De : acm (at) *nospam* muc.de (Alan Mackenzie)
Groupes : comp.theory sci.logic
Suivi-à : comp.theory
Date : 29. Apr 2024, 16:37:11
Autres entêtes
Organisation : muc.de e.V.
Message-ID : <v0oban$1o3b$1@news.muc.de>
References : 1 2 3 4 5 6 7 8 9 10 11 12 13
User-Agent : tin/2.6.3-20231224 ("Banff") (FreeBSD/14.0-RELEASE-p5 (amd64))
[ Followup-To: set. ]

In comp.theory olcott <polcott333@gmail.com> wrote:
On 4/28/2024 1:39 PM, Richard Damon wrote:
On 4/28/24 2:19 PM, olcott wrote:

[ .... ]

Even the term "halting" is problematic.
For 15 years I thought it means stops running for any reason.

And that shows your STUPIDITY, not an error in the Theory.

Now I know that it means reaches the final state.

There can be several distinct final states in a turing machine.  Do you
mean, perhaps, "it means reaches _A_ final state"?

Half the people here may not know that.

No, I suspect most of the people here are smarter than that.
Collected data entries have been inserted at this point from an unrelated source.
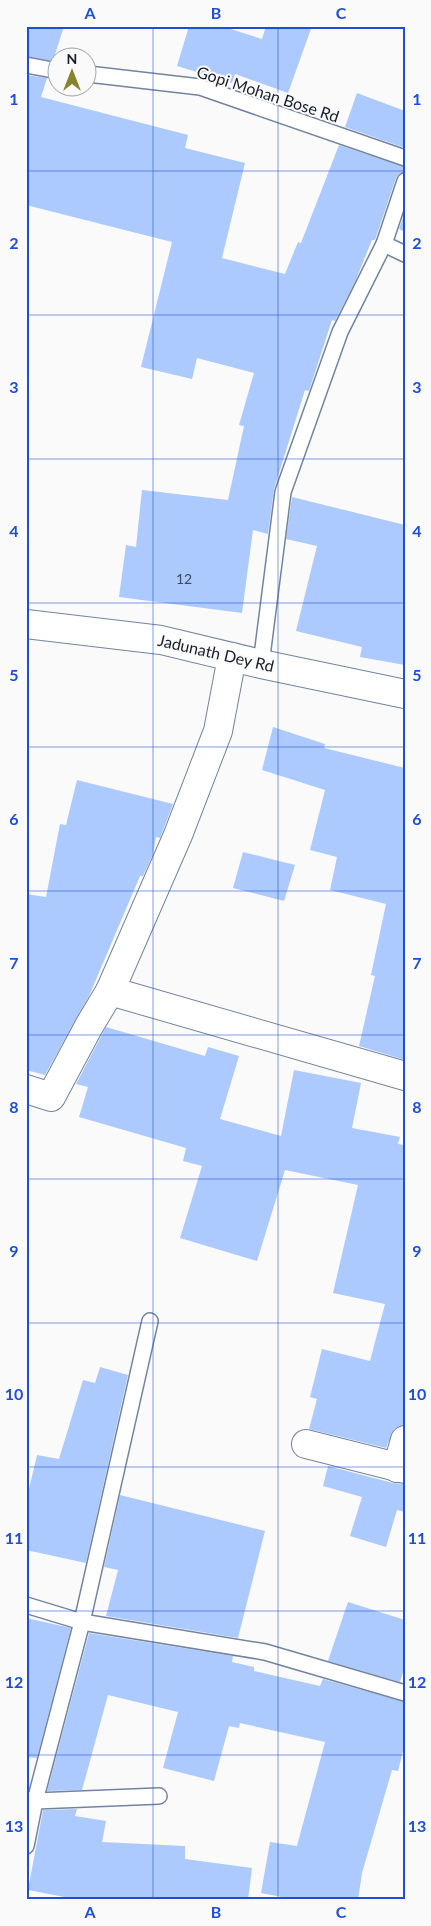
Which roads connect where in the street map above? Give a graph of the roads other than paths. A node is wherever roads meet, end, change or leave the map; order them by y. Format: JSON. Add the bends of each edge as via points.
{"nodes":[{"id":1,"x":26,"y":65,"type":"edge"},
{"id":2,"x":48,"y":69,"type":"edge"},
{"id":3,"x":98,"y":75,"type":"edge"},
{"id":4,"x":405,"y":158,"type":"edge"},
{"id":5,"x":405,"y":182,"type":"edge"},
{"id":6,"x":384,"y":244,"type":"junction"},
{"id":7,"x":405,"y":254,"type":"edge"},
{"id":8,"x":26,"y":624,"type":"edge"},
{"id":9,"x":232,"y":657,"type":"junction"},
{"id":10,"x":261,"y":664,"type":"junction"},
{"id":11,"x":405,"y":694,"type":"edge"},
{"id":12,"x":110,"y":991,"type":"junction"},
{"id":13,"x":405,"y":1076,"type":"edge"},
{"id":14,"x":26,"y":1089,"type":"edge"},
{"id":15,"x":150,"y":1321,"type":"dead end"},
{"id":16,"x":405,"y":1440,"type":"edge"},
{"id":17,"x":306,"y":1444,"type":"dead end"},
{"id":18,"x":401,"y":1468,"type":"edge"},
{"id":19,"x":26,"y":1606,"type":"edge"},
{"id":20,"x":82,"y":1622,"type":"junction"},
{"id":21,"x":405,"y":1693,"type":"edge"},
{"id":22,"x":159,"y":1796,"type":"dead end"},
{"id":23,"x":31,"y":1800,"type":"edge"},
{"id":24,"x":26,"y":1846,"type":"edge"}],
"edges":[{"from":1,"to":2,"type":"lane"},
{"from":3,"to":4,"type":"lane","name":"Gopi Mohan Bose Rd","via":[[200,87]]},
{"from":5,"to":6,"type":"lane"},
{"from":6,"to":7,"type":"lane"},
{"from":6,"to":10,"type":"lane","via":[[340,332],[283,492]]},
{"from":8,"to":9,"type":"street","name":"Jadunath Dey Rd","via":[[161,640]]},
{"from":9,"to":10,"type":"street","name":"Jadunath Dey Rd"},
{"from":9,"to":12,"type":"street","via":[[218,731],[178,835]]},
{"from":10,"to":11,"type":"street","name":"Jadunath Dey Rd"},
{"from":12,"to":13,"type":"street"},
{"from":12,"to":14,"type":"street","via":[[51,1097]]},
{"from":15,"to":20,"type":"lane"},
{"from":16,"to":18,"type":"street"},
{"from":17,"to":18,"type":"street"},
{"from":19,"to":20,"type":"lane"},
{"from":20,"to":21,"type":"lane","via":[[265,1652]]},
{"from":20,"to":23,"type":"lane"},
{"from":22,"to":23,"type":"lane"},
{"from":23,"to":24,"type":"lane"}]}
Having been aborted (if such were possible) is merely another final state
for a TM.

Yet again only rhetoric with no actual reasoning.
Do you believe:
(a) Halting means stopping for any reason.
(b) Halting means reaching a final state.

(a) and (b) are identical.  A TM having stopped means it has reached a
final state, and vice versa.

(c) Neither.

--
Copyright 2024 Olcott "Talent hits a target no one else can hit; Genius
hits a target no one else can see." Arthur Schopenhauer

--
Alan Mackenzie (Nuremberg, Germany).